I risultati del sondaggio confermano come l’inflazione sia una “tassa” che impatta in modo più pesante sui ceti più deboli. Nel ceto popolare, infatti, la riduzione del consumo di energia elettrica interessa il 72% degli italiani (63% il dato medio), quella dello shopping il 73% (dato medio 57%), quella del consumo di gas il 69% (56% dato medio), quella per attività culturali e di svago il 70% (54%).
La tendenza attuale, come già accennato, è destinata a proseguire. Le voci che occupano le prime quattro posizioni nella classifica delle riduzioni di spesa previste nell’immediato futuro (87% per i consumi di energia elettrica e di gas, 84% per le cene fuori, 83% per i viaggi, 82% per lo shopping e i divertimenti) sono seguite dalla riduzione della spesa per prodotti di elettronica (78%), da quella relativa a prodotti di bellezza, scarpe e cultura (tutti e tre al 76%), da quella per benzina e gasolio (75%). Relativamente alla spesa alimentare, i salumi e la carne guidano la classifica delle percentuali di chi dovrà rinunciarvi o ridurne il consumo (67%), seguiti dal pesce (64%), dai formaggi (62%), dai surgelati (58%).

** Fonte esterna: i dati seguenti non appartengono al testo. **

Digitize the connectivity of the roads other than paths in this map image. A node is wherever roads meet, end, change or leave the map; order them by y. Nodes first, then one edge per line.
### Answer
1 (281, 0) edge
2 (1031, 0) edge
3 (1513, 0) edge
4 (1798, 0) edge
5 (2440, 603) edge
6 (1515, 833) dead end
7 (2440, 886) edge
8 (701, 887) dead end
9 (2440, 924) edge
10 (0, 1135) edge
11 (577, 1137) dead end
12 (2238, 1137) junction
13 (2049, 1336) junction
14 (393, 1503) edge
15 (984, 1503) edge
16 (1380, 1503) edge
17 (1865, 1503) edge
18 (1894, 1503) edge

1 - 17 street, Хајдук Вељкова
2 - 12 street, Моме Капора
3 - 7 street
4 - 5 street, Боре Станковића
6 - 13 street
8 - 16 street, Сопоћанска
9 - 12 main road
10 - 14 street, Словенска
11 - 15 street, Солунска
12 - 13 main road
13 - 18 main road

Gli effetti della crisi sulla spesa alimentare
Il Report contiene anche un focus dedicato, appunto, agli effetti dei rincari sulla spesa alimentare, concentrandosi sulle strategie di acquisto messe in atto dalle famiglie per fare fronte all’aumento dei prezzi dei prodotti, sulle modalità di cucinare in relazione all’aumento dei prezzi dell’energia, sui canali di vendita utilizzati per gli acquisti alimentari e sulla shrinkflation, ovvero la riduzione di quantità del prodotto contenuto in una confezione lasciandone invariato il prezzo di vendita.
Per quanto riguarda le strategie di acquisto, il 58% degli intervistati dichiara di aver ridotto l’acquisto di prodotti superflui (il 68% tra gli over 65), il 55% di acquistare soprattutto i prodotti in promozione (63% nel ceto popolare; 60% nelle donne), il 53% di limitare gli sprechi di cibo, il 42% di fare maggiori scorte di prodotti in promozione, il 38% di cercare i prodotti più convenienti, anche se non abitualmente consumati (50% nel ceto popolare).

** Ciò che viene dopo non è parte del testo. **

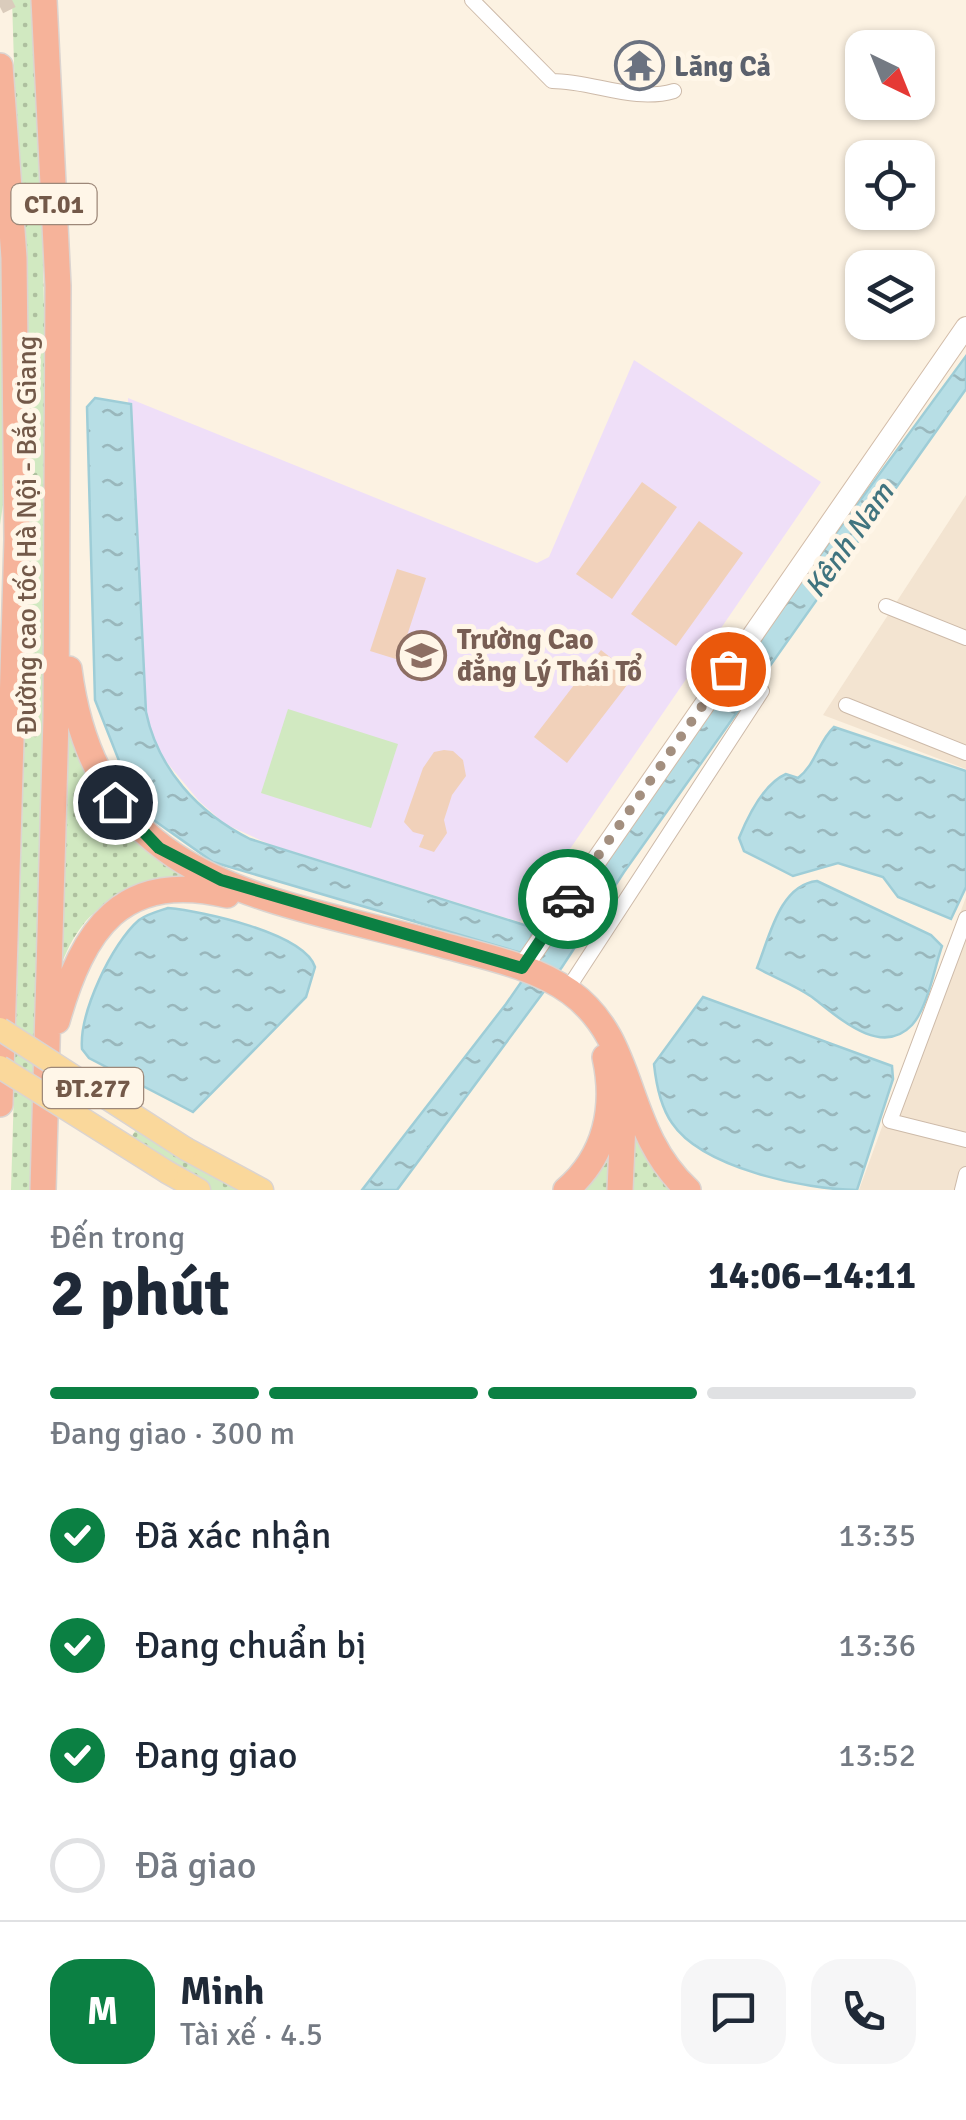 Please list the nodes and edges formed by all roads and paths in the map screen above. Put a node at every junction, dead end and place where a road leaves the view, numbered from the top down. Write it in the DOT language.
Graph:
graph roads {
  1 [pos="44,0"];
  2 [pos="472,0"];
  3 [pos="0,66"];
  4 [pos="674,90"];
  5 [pos="14,289"];
  6 [pos="966,328"];
  7 [pos="56,409"];
  8 [pos="0,550"];
  9 [pos="886,606"];
  10 [pos="966,638"];
  11 [pos="762,691"];
  12 [pos="846,705"];
  13 [pos="966,753"];
  14 [pos="966,918"];
  15 [pos="0,946"];
  16 [pos="515,972"];
  17 [pos="562,993"];
  18 [pos="1,1047"];
  19 [pos="48,1055"];
  20 [pos="625,1080"];
  21 [pos="0,1104"];
  22 [pos="966,1140"];
  23 [pos="966,1174"];
  24 [pos="42,1190"];
  25 [pos="199,1190"];
  26 [pos="262,1190"];
  27 [pos="566,1190"];
  28 [pos="620,1190"];
  29 [pos="688,1190"];
  30 [pos="962,1190"];
  1 -- 7 [label="highway, Đường cao tốc Hà Nội - Bắc Giang / CT.01"];
  2 -- 4 [label="street"];
  3 -- 5 [label="highway, Đường cao tốc Hà Nội - Bắc Giang / CT.01"];
  5 -- 8 [label="highway"];
  5 -- 18 [label="highway, Đường cao tốc Hà Nội - Bắc Giang / CT.01"];
  6 -- 16 [label="street"];
  7 -- 16 [label="highway"];
  7 -- 19 [label="highway, Đường cao tốc Hà Nội - Bắc Giang / CT.01"];
  9 -- 10 [label="street"];
  11 -- 17 [label="street"];
  12 -- 13 [label="street"];
  14 -- 22 [label="street"];
  15 -- 18 [label="highway"];
  16 -- 17 [label="highway"];
  16 -- 19 [label="highway"];
  17 -- 20 [label="highway"];
  17 -- 27 [label="highway"];
  18 -- 21 [label="highway, Đường cao tốc Hà Nội - Bắc Giang / CT.01"];
  18 -- 25 [label="main road, ĐT.277, bridge"];
  18 -- 26 [label="main road, ĐT.277, bridge"];
  19 -- 24 [label="highway, Đường cao tốc Hà Nội - Bắc Giang / CT.01"];
  20 -- 28 [label="highway"];
  20 -- 29 [label="highway"];
  23 -- 30 [label="street"];
}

E l’aumento dei prezzi dell’energia induce anche cambiamenti nelle abitudini più consolidate di chi cucina. Il 47% dichiara di aver ridotto l’utilizzo del forno (54% nel ceto popolare), il 31% di aver aumentato il consumo di alimenti che richiedono cotture veloci (36%) nel ceto popolare, il 29% di aver aumentato il consumo di alimenti che non richiedono cottura, il 24% di cuocere grandi quantitativi di cibo che vengono porzionati e surgelati.
Riguardo ai canali di vendita dei prodotti alimentari, i risultati del sondaggio evidenziano un aumento medio della frequenza di acquisto del 27% nei discount (47% al Sud, 48% nel ceto popolare) e dell’1% nei mercati rionali o centrali. In diminuzione, invece, la frequenza degli altri canali: del 26% nei negozi al dettaglio (46% nel ceto popolare), del 21% nei piccoli supermercati (ceto popolare 37%), del 12% nei supermercati e dell`11% negli ipermercati (38% nel ceto popolare).

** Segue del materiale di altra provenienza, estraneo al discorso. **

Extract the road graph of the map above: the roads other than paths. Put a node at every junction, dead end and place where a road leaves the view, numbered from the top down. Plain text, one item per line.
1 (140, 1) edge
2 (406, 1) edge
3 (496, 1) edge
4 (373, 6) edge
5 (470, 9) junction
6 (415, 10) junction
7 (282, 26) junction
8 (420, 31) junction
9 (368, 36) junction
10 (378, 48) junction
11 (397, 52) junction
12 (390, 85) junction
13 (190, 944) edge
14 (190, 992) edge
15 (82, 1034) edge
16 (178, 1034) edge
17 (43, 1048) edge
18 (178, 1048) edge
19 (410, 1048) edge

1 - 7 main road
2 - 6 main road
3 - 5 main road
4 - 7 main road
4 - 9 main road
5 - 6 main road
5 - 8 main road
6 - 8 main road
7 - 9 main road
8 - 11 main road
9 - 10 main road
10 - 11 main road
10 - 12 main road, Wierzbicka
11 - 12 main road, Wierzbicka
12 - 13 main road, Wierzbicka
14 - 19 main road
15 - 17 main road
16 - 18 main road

Infine, netto il giudizio negativo (espresso da 7 italiani su 10), sulla shrinkflation, ovvero la pratica, messa in atto da alcune aziende, di ridurre la quantità di prodotto contenuto in una confezione per mantenerne fermo il prezzo. Quattro italiani su dieci (il 43%) la considerano una truffa ai danni dei consumatori, 3 su dieci (il 32%) la considerano sbagliata, una presa in giro dei consumatori ai quali non viene comunicata in modo trasparente la riduzione di peso della confezione.